## WHAT THE TASK REQUIRES
Everything in the listing below should be repeated verbatim, apart from the pictures.
** ENTRIES PROVIDED follows **
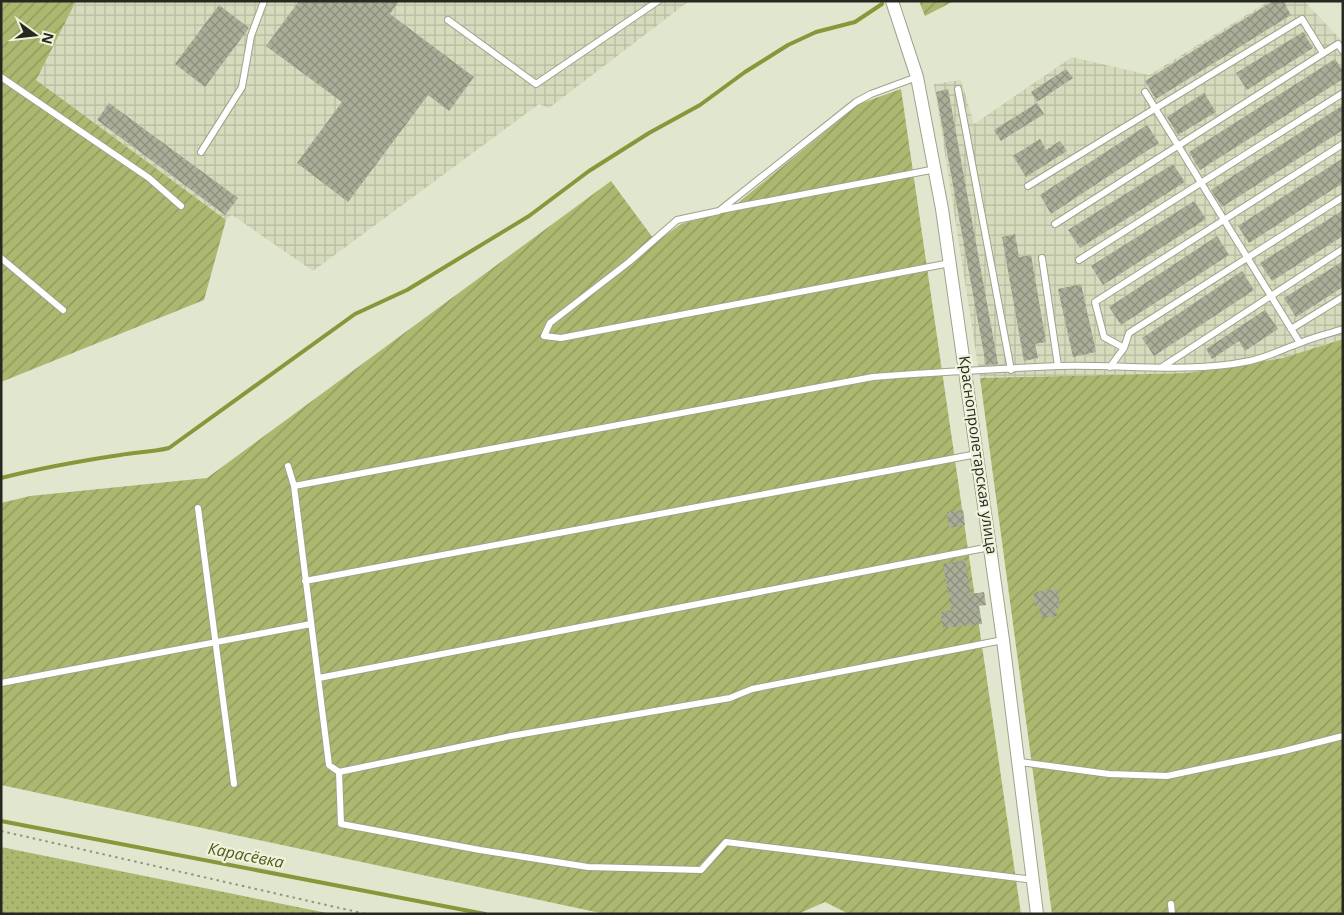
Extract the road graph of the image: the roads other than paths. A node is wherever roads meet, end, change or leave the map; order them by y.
1 (264, 1) edge
2 (658, 1) edge
3 (892, 1) edge
4 (448, 20) dead end
5 (1343, 52) edge
6 (1323, 53) junction
7 (1, 77) edge
8 (917, 77) junction
9 (958, 89) dead end
10 (1145, 92) dead end
11 (1343, 93) edge
12 (1155, 108) junction
13 (1343, 144) edge
14 (1178, 146) junction
15 (201, 152) dead end
16 (936, 169) junction
17 (1201, 183) junction
18 (1028, 186) dead end
19 (1343, 196) edge
20 (181, 206) dead end
21 (719, 210) junction
22 (1224, 220) junction
23 (1055, 224) dead end
24 (1343, 249) edge
25 (1247, 257) junction
26 (1, 258) edge
27 (1042, 258) dead end
28 (1079, 260) dead end
29 (950, 263) junction
30 (1271, 296) junction
31 (1343, 297) edge
32 (64, 310) dead end
33 (1291, 329) junction
34 (1343, 329) edge
35 (1300, 343) junction
36 (1124, 348) junction
37 (1058, 366) junction
38 (1110, 367) junction
39 (1161, 368) junction
40 (967, 370) junction
41 (1011, 370) junction
42 (976, 454) junction
43 (288, 466) dead end
44 (294, 486) junction
45 (198, 508) dead end
46 (990, 546) junction
47 (305, 581) junction
48 (311, 624) junction
49 (1004, 640) junction
50 (214, 642) junction
51 (318, 678) junction
52 (1, 683) edge
53 (1343, 736) edge
54 (1020, 762) junction
55 (339, 772) junction
56 (234, 784) dead end
57 (1034, 880) junction
58 (1171, 904) dead end
59 (1037, 914) edge
60 (1172, 914) edge

1 - 15 lane
2 - 4 lane
3 - 8 street, Краснопролетарская улица
5 - 6 lane
6 - 12 lane
6 - 14 lane
7 - 20 lane
8 - 16 street, Краснопролетарская улица
8 - 21 lane
9 - 41 lane
10 - 12 lane
11 - 17 lane
12 - 14 lane
12 - 18 lane
13 - 22 lane
14 - 17 lane
14 - 23 lane
16 - 21 lane
16 - 29 street, Краснопролетарская улица
17 - 22 lane
17 - 28 lane
19 - 25 lane
21 - 29 lane
22 - 25 lane
22 - 36 lane
24 - 30 lane
25 - 30 lane
25 - 36 lane
26 - 32 lane
27 - 37 lane
29 - 40 street, Краснопролетарская улица
30 - 33 lane
30 - 39 lane
31 - 33 lane
33 - 35 lane
34 - 35 lane
35 - 39 lane
36 - 38 lane
37 - 38 lane
37 - 41 lane
38 - 39 lane
40 - 41 lane
40 - 42 street, Краснопролетарская улица
40 - 44 lane
42 - 46 street, Краснопролетарская улица
42 - 47 lane
43 - 44 lane
44 - 47 lane
45 - 50 lane
46 - 49 street, Краснопролетарская улица
46 - 51 lane
47 - 48 lane
48 - 50 lane
48 - 51 lane
49 - 54 street, Краснопролетарская улица
49 - 55 lane
50 - 52 lane
50 - 56 lane
51 - 55 lane
53 - 54 lane
54 - 57 street, Краснопролетарская улица
55 - 57 lane
57 - 59 street, Краснопролетарская улица
58 - 60 lane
** End of ENTRIES PROVIDED **
## SOLUTION TO THIS TASK
Extract the road graph of the image: the roads other than paths. A node is wherever roads meet, end, change or leave the map; order them by y.
1 (264, 1) edge
2 (658, 1) edge
3 (892, 1) edge
4 (448, 20) dead end
5 (1343, 52) edge
6 (1323, 53) junction
7 (1, 77) edge
8 (917, 77) junction
9 (958, 89) dead end
10 (1145, 92) dead end
11 (1343, 93) edge
12 (1155, 108) junction
13 (1343, 144) edge
14 (1178, 146) junction
15 (201, 152) dead end
16 (936, 169) junction
17 (1201, 183) junction
18 (1028, 186) dead end
19 (1343, 196) edge
20 (181, 206) dead end
21 (719, 210) junction
22 (1224, 220) junction
23 (1055, 224) dead end
24 (1343, 249) edge
25 (1247, 257) junction
26 (1, 258) edge
27 (1042, 258) dead end
28 (1079, 260) dead end
29 (950, 263) junction
30 (1271, 296) junction
31 (1343, 297) edge
32 (64, 310) dead end
33 (1291, 329) junction
34 (1343, 329) edge
35 (1300, 343) junction
36 (1124, 348) junction
37 (1058, 366) junction
38 (1110, 367) junction
39 (1161, 368) junction
40 (967, 370) junction
41 (1011, 370) junction
42 (976, 454) junction
43 (288, 466) dead end
44 (294, 486) junction
45 (198, 508) dead end
46 (990, 546) junction
47 (305, 581) junction
48 (311, 624) junction
49 (1004, 640) junction
50 (214, 642) junction
51 (318, 678) junction
52 (1, 683) edge
53 (1343, 736) edge
54 (1020, 762) junction
55 (339, 772) junction
56 (234, 784) dead end
57 (1034, 880) junction
58 (1171, 904) dead end
59 (1037, 914) edge
60 (1172, 914) edge

1 - 15 lane
2 - 4 lane
3 - 8 street, Краснопролетарская улица
5 - 6 lane
6 - 12 lane
6 - 14 lane
7 - 20 lane
8 - 16 street, Краснопролетарская улица
8 - 21 lane
9 - 41 lane
10 - 12 lane
11 - 17 lane
12 - 14 lane
12 - 18 lane
13 - 22 lane
14 - 17 lane
14 - 23 lane
16 - 21 lane
16 - 29 street, Краснопролетарская улица
17 - 22 lane
17 - 28 lane
19 - 25 lane
21 - 29 lane
22 - 25 lane
22 - 36 lane
24 - 30 lane
25 - 30 lane
25 - 36 lane
26 - 32 lane
27 - 37 lane
29 - 40 street, Краснопролетарская улица
30 - 33 lane
30 - 39 lane
31 - 33 lane
33 - 35 lane
34 - 35 lane
35 - 39 lane
36 - 38 lane
37 - 38 lane
37 - 41 lane
38 - 39 lane
40 - 41 lane
40 - 42 street, Краснопролетарская улица
40 - 44 lane
42 - 46 street, Краснопролетарская улица
42 - 47 lane
43 - 44 lane
44 - 47 lane
45 - 50 lane
46 - 49 street, Краснопролетарская улица
46 - 51 lane
47 - 48 lane
48 - 50 lane
48 - 51 lane
49 - 54 street, Краснопролетарская улица
49 - 55 lane
50 - 52 lane
50 - 56 lane
51 - 55 lane
53 - 54 lane
54 - 57 street, Краснопролетарская улица
55 - 57 lane
57 - 59 street, Краснопролетарская улица
58 - 60 lane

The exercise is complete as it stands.